Our modern-day teen, Khayyam (yes, of that famous poet's name) is an American, French, Indian, and Muslim teen. She has a Caucasian French father and an Indian Muslim mother, both professors at a well-known university in the US. Of her heritage Khayyam writes (and I loved): "I'm not a passport that everyone gts to stamp with a label of their choosing. People look at me and try to shove me into their own narrative to define who and what I am. But I'm nto a blank page that everyone else gets to write on. I have my own voice. I have my own story. I have my own name. It's Khayyam."

Her dream is to study art history at the college adjoining the Art Institute of Chicago, which requires that she write an original research essay. She submits one on the possibility that Delacroix secretely gave Dumas one his famous paintings. The judge returns the essay with a scathing opinion. Khayyam embarks on her annual family trip to Paris in a glum mood but determined to redeem herself. Lo and behold, one of the first people she meets is the great-great-many greats-grandson of Alexandre Dumas who has a character sketch by Delacroix in his parents' apartment.

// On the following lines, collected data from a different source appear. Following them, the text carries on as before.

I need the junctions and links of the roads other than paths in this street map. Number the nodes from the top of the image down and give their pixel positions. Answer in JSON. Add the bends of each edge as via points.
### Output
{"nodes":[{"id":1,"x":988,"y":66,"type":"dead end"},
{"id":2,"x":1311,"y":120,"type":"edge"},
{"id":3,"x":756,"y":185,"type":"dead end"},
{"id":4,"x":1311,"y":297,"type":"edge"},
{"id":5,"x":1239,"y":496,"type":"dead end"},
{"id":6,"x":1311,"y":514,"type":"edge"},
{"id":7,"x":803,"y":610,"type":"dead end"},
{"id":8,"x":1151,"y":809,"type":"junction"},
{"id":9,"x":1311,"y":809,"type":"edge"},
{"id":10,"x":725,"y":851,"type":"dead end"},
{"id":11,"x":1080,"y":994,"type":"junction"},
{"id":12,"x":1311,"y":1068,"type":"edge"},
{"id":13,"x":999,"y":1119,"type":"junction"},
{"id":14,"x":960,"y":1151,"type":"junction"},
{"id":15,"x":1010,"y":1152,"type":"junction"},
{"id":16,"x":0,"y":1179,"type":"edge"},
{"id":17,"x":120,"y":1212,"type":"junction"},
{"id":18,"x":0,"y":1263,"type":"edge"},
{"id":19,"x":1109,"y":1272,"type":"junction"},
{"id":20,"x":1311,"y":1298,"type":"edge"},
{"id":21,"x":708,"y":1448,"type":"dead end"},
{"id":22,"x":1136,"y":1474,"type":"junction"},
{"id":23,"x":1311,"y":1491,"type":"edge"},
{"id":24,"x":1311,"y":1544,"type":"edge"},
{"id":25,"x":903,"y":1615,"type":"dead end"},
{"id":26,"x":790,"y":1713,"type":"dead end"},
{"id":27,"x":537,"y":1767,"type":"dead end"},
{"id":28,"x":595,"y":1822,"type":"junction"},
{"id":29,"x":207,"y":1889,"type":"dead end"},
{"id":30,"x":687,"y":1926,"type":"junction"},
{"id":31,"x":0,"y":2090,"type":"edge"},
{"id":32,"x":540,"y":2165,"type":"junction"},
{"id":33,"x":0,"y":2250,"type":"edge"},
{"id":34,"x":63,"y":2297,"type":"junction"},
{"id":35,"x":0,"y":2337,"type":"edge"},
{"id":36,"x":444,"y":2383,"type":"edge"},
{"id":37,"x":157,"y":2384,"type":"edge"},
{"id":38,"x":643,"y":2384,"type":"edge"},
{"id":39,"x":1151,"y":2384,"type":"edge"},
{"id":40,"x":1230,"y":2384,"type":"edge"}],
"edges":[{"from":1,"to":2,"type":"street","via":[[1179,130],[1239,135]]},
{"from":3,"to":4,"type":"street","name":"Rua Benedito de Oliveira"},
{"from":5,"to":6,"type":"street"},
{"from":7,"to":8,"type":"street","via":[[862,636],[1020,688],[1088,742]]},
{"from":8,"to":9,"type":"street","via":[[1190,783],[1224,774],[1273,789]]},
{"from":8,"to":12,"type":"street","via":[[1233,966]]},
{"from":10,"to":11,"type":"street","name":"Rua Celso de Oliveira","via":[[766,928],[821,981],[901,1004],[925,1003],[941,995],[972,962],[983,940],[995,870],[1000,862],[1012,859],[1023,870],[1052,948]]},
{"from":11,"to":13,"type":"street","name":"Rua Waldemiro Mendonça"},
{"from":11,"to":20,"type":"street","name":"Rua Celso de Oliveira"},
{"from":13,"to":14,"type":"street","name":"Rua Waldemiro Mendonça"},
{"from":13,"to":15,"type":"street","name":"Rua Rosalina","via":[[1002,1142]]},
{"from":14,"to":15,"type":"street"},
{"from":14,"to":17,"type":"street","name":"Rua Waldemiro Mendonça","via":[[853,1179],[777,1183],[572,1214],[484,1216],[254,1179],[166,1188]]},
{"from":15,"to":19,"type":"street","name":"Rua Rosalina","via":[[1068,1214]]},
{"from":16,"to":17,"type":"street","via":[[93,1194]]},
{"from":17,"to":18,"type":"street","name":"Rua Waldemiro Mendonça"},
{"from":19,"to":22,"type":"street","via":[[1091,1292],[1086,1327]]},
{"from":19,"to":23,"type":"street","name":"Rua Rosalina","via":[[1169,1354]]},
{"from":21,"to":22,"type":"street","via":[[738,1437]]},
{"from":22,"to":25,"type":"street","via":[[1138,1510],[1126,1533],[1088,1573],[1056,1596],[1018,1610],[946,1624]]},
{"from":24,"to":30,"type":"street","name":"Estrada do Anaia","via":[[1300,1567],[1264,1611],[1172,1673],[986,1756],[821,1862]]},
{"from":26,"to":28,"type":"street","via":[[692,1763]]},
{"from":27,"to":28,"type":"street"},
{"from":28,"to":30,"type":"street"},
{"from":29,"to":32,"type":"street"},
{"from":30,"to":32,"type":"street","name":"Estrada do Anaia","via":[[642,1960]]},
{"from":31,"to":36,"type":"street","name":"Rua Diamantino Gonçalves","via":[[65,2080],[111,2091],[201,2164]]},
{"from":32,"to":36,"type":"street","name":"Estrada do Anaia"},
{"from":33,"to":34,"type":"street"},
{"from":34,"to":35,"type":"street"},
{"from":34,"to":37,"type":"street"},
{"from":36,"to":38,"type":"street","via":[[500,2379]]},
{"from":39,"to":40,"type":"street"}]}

Very promising start to the story, no? But it is the writing and Khayyam's lovelorn characterization that sinks the story. It isn't that teens aren't lovelorn. But YA authors, such as Sandhya Menon, write such characters with a light hand, sprinkling lots of humor with some emo. Khayyam has only one setting to her: gasping over the new Parisian boy with a lot of silliness and self-deprecation minus the humor. This is all a huge pity. I really wanted to like the book, because the mystery is well done.

A note: I enjoyed the loving relationship between Khayyam's parents. Bright intelligent people who enjoy each other intellectually and romantically and who love their child unconditionally and provide her with the support, challenge, and independence she needs. This is what marriage is about. I wanted to read their story.

Eloquent Rage: A Black Feminist Discovers Her Superpower by Brittney Cooper
Category: Nonfiction
Comments: I took a writing webinar on the beauty of rage in the personal essay this month led by a brilliant professor of journalism and fantastic essayist. This book is a good example of the beauty of rage and its effectiveness. Far too often, Black women have been deemed as angry women and dismissed as irrational. However, we have seen the rise of eloquent women expressing rage in public spaces with great effectiveness: Serena Williams, Beyoncé, Michelle Obama, Toni Morrison, Aretha Franklin, Audre Lorde, and so many others. Drawing on Lorde's experiences, Cooper has in turn explored rage in the context of Black females starting from when they're little girls. In many ways, this was a hard book to read, because the emotions are right on the surface, so much so, that a careless glance could dismiss it as a chip on the shoulder. But if you stay with the text and really listen to what she is saying, she is showing us how expressive rage can be and how empowering.